No disonaban esos epígrafes en un libro que dedicaba largas páginas a reflexiones sobre las distintas monarquías europeas y donde se detenía en regias personas que apelaban a su emoción por su destino trágico, como María de Rumanía o el último káiser alemán, Guillermo II, pero su extensión requería de un libro propio. No por nada, Juan Gil-Albert, que, según cuenta en «Un verano en Turena», a partir de su estancia en el corazón de Francia sintió nacer en sí una «incipiente afición por la historia»,[10] se había obsesionado con la historia de los últimos Romanov a raíz de tener noticia de su asesinato. En una librería de Tours compró el libro del suizo Pierre Gilliard, Le tragique destin de Nicolas II et sa famille (1921), testimonio de quien fuera preceptor de los hijos del zar, y que por tanto «había visto aquellas gentes en la cima de su grandeza y en la sima de su infortunio».[11]

Muchos años después, al presentar su Crónica general, se preguntaba: «¿Qué hice más que asistir, entre admirado y estremecido, de felicidad o de pavor, a la historia de los hombres que me circundan, desde mis padres a Nicolás Romanov y los suyos, de lo más próximo a lo más lejano, de Alcoy a San Petersburgo?». Gil-Albert se contempla como espectador del gran teatro del mundo y reconoce su pasión «por la vida como espectáculo»,[12] actitud esteticista en la que la distancia sirve para calibrar mejor la ética que es estética.

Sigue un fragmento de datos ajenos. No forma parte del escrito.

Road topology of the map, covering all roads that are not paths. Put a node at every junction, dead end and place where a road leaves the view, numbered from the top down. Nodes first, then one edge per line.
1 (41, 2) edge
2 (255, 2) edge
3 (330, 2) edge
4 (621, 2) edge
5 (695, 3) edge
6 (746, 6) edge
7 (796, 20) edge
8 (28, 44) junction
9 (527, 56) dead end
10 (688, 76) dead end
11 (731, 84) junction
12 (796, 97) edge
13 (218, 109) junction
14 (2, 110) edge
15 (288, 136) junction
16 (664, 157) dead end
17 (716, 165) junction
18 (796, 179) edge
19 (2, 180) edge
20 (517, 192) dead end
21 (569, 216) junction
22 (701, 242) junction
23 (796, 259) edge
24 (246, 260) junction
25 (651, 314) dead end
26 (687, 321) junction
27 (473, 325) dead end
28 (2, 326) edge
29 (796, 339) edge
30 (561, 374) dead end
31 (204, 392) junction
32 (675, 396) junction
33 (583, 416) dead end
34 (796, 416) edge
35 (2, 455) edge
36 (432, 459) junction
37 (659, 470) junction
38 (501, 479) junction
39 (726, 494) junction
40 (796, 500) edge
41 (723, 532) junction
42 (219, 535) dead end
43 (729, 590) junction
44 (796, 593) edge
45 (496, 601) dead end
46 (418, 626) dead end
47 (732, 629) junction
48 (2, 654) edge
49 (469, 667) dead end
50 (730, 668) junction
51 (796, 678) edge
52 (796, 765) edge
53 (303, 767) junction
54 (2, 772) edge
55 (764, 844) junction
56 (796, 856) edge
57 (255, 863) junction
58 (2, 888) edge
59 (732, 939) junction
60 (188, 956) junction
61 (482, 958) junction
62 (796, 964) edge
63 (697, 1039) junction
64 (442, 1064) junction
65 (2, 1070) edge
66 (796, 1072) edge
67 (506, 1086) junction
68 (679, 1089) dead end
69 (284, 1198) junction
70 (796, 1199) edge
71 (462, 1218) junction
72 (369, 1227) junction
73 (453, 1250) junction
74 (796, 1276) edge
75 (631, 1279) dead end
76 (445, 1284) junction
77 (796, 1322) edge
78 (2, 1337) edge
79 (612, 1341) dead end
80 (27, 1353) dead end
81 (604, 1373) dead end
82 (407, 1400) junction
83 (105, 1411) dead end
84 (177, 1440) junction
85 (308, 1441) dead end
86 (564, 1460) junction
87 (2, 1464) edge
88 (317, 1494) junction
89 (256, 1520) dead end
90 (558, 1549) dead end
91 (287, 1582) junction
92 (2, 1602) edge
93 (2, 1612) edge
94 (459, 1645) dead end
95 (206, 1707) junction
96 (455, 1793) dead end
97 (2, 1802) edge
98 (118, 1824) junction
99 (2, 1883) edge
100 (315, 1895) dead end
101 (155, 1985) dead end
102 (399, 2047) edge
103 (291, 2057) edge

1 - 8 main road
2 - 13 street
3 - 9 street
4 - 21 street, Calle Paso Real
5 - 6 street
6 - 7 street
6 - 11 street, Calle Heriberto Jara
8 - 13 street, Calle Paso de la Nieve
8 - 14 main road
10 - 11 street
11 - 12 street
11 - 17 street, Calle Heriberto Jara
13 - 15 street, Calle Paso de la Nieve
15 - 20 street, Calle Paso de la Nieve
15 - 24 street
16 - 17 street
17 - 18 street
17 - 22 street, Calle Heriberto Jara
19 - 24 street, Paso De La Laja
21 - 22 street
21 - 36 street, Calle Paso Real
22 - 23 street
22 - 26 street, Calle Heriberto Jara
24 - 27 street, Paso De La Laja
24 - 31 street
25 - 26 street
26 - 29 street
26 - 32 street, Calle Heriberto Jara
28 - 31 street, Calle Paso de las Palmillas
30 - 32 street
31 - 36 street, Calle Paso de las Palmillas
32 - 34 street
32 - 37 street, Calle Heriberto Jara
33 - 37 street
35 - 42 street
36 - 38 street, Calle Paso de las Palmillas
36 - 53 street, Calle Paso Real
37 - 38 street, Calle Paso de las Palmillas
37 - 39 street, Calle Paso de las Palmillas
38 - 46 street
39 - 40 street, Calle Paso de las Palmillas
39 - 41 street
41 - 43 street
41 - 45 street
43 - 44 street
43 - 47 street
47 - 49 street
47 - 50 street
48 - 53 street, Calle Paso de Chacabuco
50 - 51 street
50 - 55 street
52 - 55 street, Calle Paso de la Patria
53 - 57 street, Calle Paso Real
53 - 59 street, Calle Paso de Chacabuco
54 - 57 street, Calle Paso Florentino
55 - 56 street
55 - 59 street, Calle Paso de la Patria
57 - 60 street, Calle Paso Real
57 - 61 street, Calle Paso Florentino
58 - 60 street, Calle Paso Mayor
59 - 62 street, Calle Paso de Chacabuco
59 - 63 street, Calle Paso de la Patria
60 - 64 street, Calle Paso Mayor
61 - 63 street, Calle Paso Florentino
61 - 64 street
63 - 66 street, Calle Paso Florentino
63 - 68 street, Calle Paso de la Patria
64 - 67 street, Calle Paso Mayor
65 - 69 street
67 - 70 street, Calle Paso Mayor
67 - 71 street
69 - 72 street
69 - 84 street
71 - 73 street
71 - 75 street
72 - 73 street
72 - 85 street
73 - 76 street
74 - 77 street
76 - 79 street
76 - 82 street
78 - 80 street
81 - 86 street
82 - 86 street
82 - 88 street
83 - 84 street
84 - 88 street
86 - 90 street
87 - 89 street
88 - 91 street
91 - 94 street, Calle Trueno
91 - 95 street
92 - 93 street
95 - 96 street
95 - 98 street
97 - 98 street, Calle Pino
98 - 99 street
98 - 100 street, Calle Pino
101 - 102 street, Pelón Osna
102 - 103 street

Fue el carácter de espectáculo trágico del fin de los zares lo que fascinó a Gil-Albert, que explica: «Si tengo este final de los Romanov por elocuente y expresivo hasta un extremo espeluznante, se debe a lo que yo llamaría lo definitivo de su plasmación simbólica».[13] El suyo sería uno de los más evidentes «casos ejemplares de expiación», en los que, como en las tragedias griegas, el espectador sabe que los personajes se precipitan de manera ciega hacia su final.